▸ **THE PROBLEM**: Count how many lines below include the string "Bondoukou". Only that number should appear in the reply.

▸ **EXERCISE DATA**:
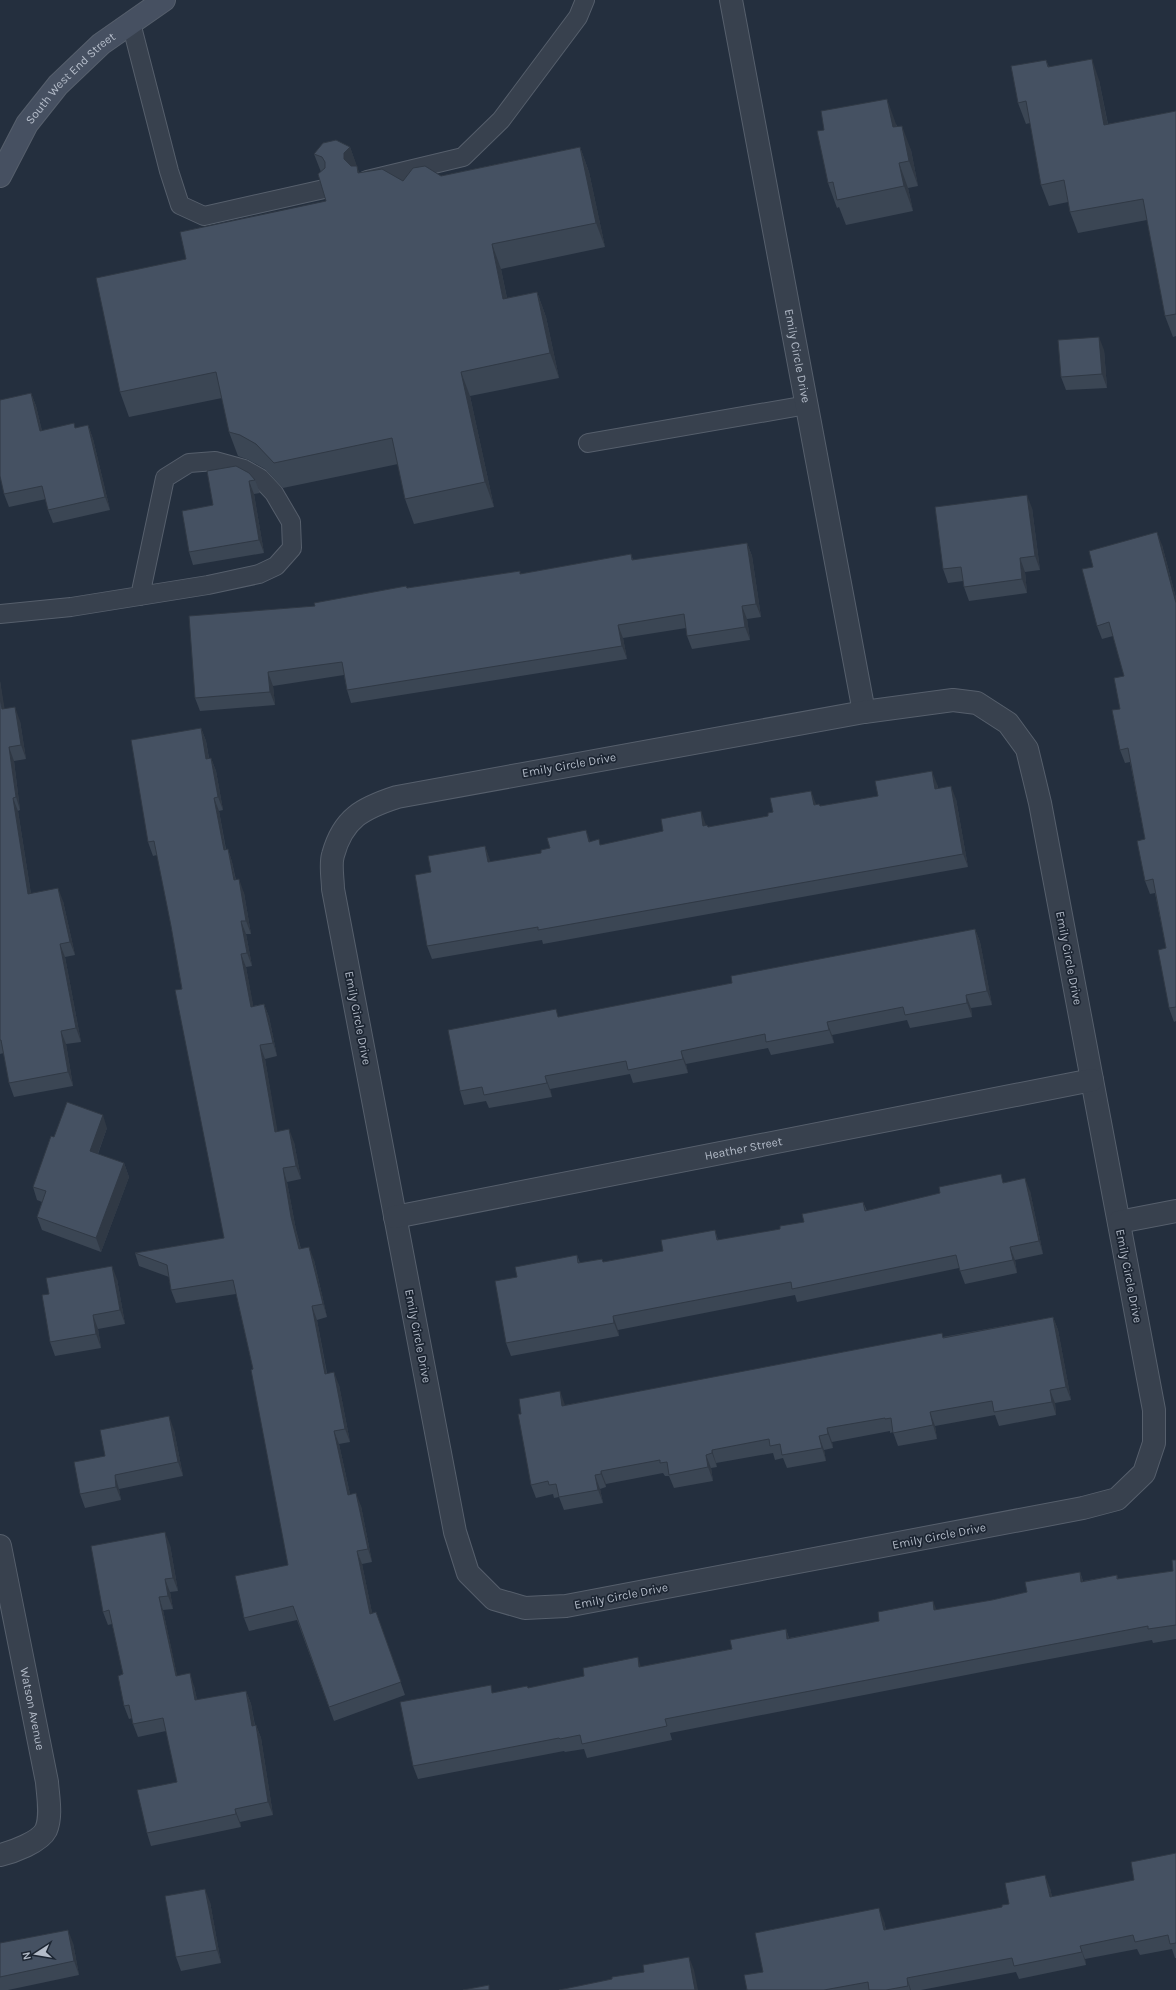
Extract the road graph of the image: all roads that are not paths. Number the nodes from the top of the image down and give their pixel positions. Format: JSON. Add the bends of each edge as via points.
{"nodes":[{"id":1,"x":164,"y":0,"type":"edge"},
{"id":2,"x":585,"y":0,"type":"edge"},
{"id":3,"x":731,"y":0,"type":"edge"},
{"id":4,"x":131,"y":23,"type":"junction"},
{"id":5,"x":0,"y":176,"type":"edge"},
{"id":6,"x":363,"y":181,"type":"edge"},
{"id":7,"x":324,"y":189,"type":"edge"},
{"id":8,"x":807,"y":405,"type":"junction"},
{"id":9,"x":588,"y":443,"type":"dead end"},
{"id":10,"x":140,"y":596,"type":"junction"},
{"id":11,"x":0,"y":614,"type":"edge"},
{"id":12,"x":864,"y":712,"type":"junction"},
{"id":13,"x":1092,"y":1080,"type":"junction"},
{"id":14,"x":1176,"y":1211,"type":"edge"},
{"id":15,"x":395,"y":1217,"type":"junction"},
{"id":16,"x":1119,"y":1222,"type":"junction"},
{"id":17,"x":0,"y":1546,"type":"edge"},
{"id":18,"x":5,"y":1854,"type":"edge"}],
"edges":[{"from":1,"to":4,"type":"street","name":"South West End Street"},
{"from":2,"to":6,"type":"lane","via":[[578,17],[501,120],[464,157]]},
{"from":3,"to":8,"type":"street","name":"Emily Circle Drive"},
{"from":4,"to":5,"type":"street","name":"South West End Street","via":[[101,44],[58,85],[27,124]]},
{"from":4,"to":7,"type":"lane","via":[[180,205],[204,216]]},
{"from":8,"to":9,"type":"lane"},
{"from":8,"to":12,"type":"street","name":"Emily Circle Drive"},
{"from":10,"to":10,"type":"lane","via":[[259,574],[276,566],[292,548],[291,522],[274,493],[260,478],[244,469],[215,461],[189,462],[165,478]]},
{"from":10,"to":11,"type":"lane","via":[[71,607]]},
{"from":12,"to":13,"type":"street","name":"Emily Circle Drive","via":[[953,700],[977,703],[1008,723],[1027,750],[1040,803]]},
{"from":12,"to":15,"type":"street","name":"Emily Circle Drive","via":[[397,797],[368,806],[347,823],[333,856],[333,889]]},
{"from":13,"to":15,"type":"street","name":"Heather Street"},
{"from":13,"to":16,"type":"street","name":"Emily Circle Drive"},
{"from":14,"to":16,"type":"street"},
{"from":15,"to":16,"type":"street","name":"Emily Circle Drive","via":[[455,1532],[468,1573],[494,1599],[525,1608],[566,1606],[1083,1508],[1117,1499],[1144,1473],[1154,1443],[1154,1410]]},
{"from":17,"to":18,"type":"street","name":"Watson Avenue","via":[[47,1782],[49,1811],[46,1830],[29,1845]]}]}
---
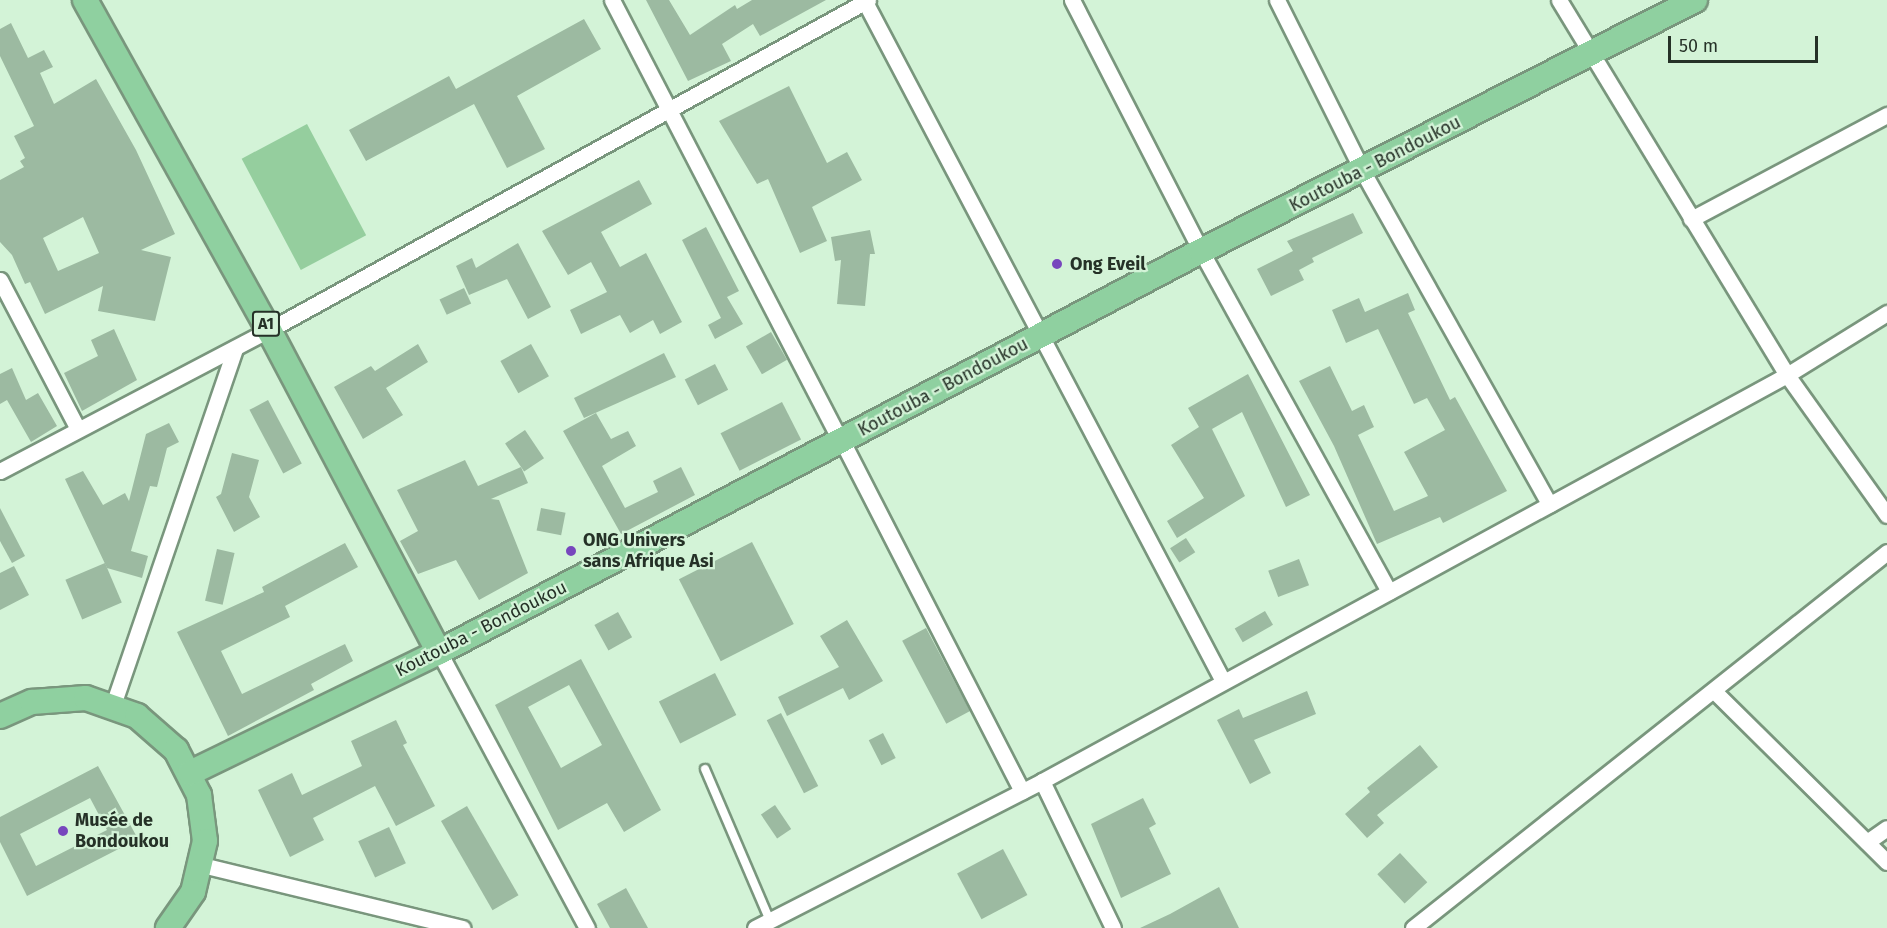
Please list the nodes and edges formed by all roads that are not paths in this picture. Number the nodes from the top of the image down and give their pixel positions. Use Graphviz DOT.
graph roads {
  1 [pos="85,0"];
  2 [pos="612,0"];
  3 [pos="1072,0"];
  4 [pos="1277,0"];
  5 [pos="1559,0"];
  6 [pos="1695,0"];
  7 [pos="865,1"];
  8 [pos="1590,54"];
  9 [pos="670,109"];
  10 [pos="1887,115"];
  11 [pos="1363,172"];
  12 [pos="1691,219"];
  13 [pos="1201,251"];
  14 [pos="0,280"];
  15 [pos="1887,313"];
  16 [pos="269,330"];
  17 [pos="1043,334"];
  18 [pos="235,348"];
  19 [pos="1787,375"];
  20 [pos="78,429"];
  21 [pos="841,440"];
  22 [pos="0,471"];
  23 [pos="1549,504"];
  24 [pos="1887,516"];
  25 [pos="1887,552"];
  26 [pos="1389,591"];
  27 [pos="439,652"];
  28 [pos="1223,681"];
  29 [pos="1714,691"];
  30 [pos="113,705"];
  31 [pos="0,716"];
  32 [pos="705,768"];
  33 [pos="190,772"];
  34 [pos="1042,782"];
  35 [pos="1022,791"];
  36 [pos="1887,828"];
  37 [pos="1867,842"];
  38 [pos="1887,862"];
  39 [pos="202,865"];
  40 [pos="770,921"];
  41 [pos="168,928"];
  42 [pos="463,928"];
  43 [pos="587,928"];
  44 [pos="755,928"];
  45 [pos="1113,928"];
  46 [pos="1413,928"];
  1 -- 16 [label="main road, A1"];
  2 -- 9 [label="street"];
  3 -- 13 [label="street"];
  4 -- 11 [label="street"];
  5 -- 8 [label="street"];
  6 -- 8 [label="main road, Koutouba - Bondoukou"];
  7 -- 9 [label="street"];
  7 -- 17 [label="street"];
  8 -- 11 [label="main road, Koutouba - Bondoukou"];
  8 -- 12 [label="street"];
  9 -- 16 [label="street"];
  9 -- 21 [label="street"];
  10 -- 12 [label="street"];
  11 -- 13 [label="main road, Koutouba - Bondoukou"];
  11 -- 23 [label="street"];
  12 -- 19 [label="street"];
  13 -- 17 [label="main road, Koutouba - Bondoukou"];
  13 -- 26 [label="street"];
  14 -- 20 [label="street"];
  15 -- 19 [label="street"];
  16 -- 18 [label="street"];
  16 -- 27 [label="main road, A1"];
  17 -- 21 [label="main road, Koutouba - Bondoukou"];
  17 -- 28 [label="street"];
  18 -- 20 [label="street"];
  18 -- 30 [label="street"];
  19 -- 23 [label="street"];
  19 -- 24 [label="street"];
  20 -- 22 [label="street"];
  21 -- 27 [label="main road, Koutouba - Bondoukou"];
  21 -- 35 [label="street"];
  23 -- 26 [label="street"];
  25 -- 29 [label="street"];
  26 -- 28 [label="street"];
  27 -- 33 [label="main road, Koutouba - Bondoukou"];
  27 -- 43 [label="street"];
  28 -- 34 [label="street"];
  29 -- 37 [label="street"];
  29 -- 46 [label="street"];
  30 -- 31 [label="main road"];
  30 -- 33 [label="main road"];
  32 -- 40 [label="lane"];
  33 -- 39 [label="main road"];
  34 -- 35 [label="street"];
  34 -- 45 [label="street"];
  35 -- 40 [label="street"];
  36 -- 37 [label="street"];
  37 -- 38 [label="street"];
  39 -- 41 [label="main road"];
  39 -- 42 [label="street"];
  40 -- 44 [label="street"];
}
...
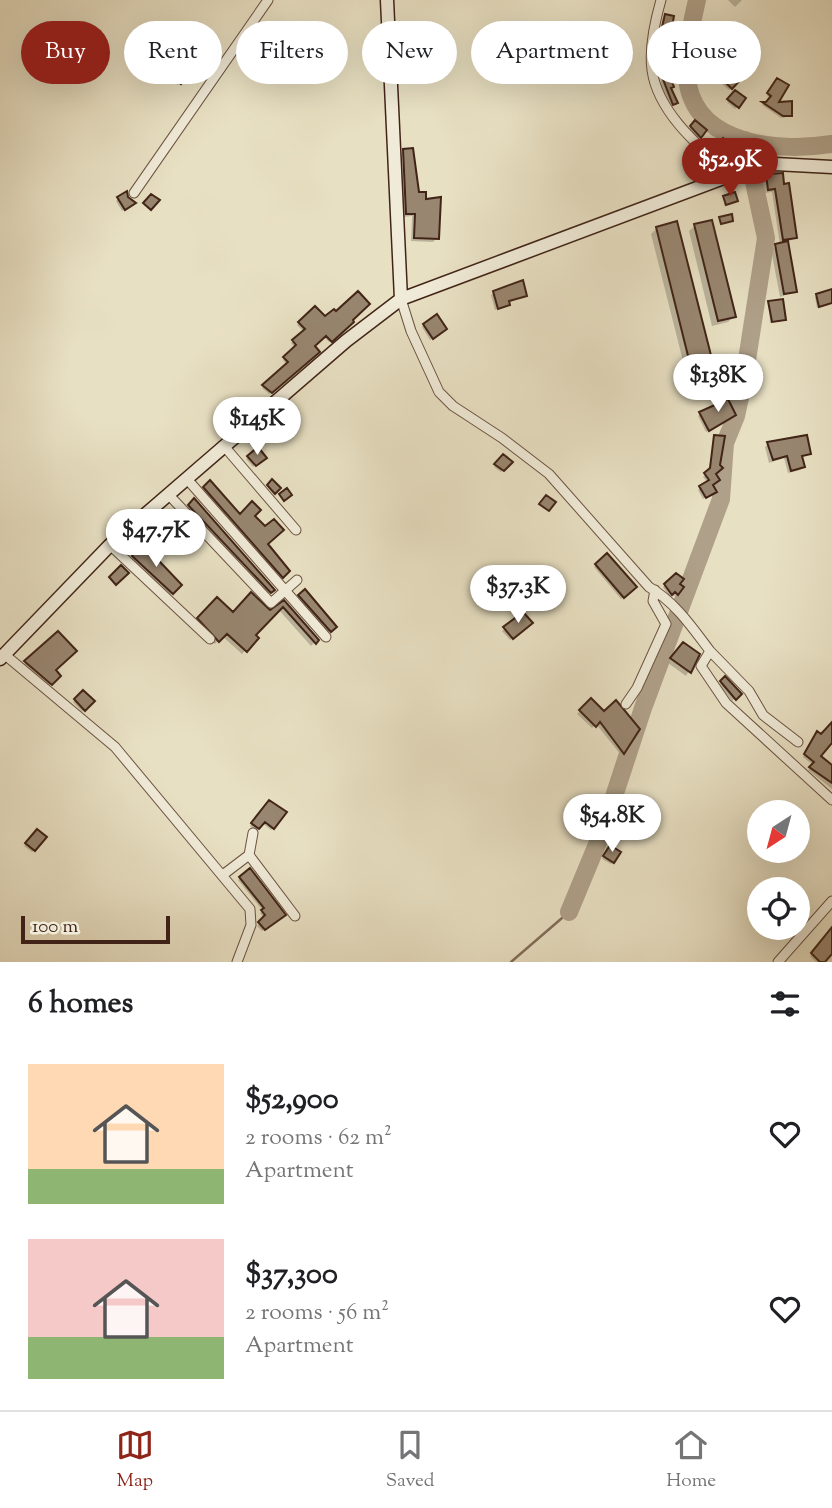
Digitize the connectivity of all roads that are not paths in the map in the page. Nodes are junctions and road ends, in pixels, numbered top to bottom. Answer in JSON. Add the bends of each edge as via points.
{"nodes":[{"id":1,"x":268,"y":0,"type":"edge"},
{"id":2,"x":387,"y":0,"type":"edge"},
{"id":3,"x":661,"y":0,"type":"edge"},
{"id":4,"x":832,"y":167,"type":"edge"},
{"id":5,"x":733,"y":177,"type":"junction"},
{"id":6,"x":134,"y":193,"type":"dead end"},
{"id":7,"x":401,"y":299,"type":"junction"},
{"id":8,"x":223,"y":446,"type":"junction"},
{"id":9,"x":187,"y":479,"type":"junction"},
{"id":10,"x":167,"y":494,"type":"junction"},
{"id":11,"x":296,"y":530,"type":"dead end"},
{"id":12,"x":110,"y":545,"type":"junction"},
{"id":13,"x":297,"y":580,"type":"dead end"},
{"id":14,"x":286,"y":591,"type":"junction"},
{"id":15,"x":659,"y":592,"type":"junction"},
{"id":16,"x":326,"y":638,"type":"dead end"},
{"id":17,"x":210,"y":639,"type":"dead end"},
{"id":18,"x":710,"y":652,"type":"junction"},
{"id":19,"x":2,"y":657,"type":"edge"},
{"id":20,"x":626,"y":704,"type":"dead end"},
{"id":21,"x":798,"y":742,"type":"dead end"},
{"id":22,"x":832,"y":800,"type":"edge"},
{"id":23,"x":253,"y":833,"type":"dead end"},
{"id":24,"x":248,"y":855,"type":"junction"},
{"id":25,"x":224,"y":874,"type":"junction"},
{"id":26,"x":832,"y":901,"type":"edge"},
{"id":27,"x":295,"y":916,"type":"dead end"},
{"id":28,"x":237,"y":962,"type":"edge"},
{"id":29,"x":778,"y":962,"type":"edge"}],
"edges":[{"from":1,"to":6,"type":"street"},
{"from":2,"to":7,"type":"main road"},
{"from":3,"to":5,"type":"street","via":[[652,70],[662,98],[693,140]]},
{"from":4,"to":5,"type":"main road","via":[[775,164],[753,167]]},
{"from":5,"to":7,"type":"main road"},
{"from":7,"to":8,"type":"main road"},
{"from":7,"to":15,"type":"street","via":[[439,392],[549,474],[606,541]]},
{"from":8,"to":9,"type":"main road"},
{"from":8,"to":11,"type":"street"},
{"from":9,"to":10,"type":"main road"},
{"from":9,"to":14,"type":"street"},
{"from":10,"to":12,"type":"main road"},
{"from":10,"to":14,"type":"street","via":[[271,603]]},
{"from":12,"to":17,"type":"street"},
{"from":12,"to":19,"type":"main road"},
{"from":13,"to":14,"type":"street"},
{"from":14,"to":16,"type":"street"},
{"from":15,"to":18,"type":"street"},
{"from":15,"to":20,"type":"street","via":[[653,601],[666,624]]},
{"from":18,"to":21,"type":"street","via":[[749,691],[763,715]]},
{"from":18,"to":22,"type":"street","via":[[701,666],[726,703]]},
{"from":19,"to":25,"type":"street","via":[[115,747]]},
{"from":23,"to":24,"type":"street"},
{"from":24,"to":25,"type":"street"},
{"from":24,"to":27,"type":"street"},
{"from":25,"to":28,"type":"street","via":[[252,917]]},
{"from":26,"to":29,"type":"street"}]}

▸ **REPLY TO THE TASK**: 7